C:\Windows\SecureBoot\Scripts\Get-SecureBootRolloutStatus.ps1
This script dumps complete status of the Secure Boot certificate and update completeness for your system
- Swartz99Tin Contributor
Thanks for the reply Prabhakar_MSFT! My device is currently on build 26100.4652. I am going to move it to our Test Autopatch ring and try and get yesterday patch on it and see if the Boot loader updates.
I also do not have a SecureBoot folder in my C:\Windows folder. is that because of the older build i am currently on?
- kprzCopper Contributor
For a supported consumer Windows 11 laptop, Windows Security says Secure Boot is on, but the automated Secure Boot certificate update cannot complete because of hardware or firmware limitations and says to contact the manufacturer.

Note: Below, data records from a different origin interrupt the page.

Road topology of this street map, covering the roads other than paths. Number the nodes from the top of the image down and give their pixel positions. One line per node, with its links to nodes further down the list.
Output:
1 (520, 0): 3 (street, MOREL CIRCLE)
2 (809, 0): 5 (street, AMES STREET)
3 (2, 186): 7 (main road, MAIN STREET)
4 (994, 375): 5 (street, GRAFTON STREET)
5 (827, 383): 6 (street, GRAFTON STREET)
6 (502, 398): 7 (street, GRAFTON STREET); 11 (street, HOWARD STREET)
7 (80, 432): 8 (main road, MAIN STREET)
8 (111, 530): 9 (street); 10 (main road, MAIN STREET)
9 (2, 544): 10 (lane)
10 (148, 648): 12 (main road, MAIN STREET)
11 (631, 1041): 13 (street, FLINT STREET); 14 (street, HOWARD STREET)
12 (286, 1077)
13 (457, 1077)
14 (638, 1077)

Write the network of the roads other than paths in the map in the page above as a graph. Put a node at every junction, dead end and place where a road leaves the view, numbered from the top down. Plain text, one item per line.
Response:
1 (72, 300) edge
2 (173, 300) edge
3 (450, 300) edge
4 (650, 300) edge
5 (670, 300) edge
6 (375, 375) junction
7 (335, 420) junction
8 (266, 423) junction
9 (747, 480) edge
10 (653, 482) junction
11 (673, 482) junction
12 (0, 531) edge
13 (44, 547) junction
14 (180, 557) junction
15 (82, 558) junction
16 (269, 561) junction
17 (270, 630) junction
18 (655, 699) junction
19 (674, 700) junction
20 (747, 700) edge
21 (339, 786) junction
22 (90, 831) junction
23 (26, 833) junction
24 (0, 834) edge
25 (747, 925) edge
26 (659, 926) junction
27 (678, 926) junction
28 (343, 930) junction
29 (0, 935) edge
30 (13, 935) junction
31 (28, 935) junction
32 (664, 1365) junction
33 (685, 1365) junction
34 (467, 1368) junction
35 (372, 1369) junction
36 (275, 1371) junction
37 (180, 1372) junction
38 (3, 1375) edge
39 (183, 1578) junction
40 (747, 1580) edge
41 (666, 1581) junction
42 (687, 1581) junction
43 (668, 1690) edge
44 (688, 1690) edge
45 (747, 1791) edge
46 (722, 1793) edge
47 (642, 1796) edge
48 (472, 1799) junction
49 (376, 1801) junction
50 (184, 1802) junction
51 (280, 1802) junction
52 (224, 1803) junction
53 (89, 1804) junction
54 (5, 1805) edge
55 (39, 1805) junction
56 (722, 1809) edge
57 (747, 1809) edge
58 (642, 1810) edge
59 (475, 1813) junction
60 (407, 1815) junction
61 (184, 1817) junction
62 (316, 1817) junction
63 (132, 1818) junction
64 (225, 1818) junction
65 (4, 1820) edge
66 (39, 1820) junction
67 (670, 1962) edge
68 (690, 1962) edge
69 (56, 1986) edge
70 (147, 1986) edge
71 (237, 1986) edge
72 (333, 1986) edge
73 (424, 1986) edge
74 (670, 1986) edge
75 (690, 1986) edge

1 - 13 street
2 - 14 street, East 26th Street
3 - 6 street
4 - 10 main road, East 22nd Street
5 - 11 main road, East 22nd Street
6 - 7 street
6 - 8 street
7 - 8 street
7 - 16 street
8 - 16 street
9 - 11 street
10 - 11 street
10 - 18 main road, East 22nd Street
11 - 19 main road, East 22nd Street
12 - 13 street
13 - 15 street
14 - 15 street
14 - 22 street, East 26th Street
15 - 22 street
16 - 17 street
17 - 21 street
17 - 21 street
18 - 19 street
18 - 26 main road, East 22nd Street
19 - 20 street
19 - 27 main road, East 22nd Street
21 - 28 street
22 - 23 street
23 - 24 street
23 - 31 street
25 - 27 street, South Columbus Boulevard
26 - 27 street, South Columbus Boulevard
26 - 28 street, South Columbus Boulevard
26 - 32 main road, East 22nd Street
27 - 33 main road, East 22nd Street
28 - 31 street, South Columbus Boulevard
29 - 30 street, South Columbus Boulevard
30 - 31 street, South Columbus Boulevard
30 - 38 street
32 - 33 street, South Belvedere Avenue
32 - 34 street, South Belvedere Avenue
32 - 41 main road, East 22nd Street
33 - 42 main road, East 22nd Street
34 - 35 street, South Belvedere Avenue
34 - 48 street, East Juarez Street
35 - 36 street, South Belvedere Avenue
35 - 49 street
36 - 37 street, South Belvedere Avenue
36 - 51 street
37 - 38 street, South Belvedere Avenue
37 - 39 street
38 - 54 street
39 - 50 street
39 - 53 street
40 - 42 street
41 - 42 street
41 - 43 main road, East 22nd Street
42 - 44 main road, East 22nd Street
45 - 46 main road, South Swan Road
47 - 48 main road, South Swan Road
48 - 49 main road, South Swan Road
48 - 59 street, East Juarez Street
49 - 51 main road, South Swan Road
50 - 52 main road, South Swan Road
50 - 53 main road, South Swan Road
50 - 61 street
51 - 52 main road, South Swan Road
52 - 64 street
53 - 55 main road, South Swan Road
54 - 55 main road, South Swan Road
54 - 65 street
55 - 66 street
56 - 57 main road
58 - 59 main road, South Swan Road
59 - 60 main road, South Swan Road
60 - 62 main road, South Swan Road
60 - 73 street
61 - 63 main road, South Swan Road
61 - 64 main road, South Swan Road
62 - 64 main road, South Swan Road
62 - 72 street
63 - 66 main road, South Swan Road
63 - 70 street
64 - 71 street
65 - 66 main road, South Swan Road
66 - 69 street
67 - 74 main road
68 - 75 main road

The OEM support article lists the model as supported for the new Secure Boot certificates, but the device support/download page does not yet show an obvious newer firmware package. Windows Update installed one optional firmware-related update, but the Windows Security warning remains after multiple restarts.
What is the safest recommended path for users in this situation?
- Should they wait for Windows Update / Optional Updates?
- Should they contact the OEM even if the model appears on the supported list?
- Should they avoid manual BIOS changes unless the OEM gives device-specific instructions?
- Is there a Windows Security status message or log location that clearly distinguishes “still waiting for rollout” from “firmware action required”?
- Heather_Poulsen
Community Manager
kprz - Can you clarify which OEM so they can reply to your questions?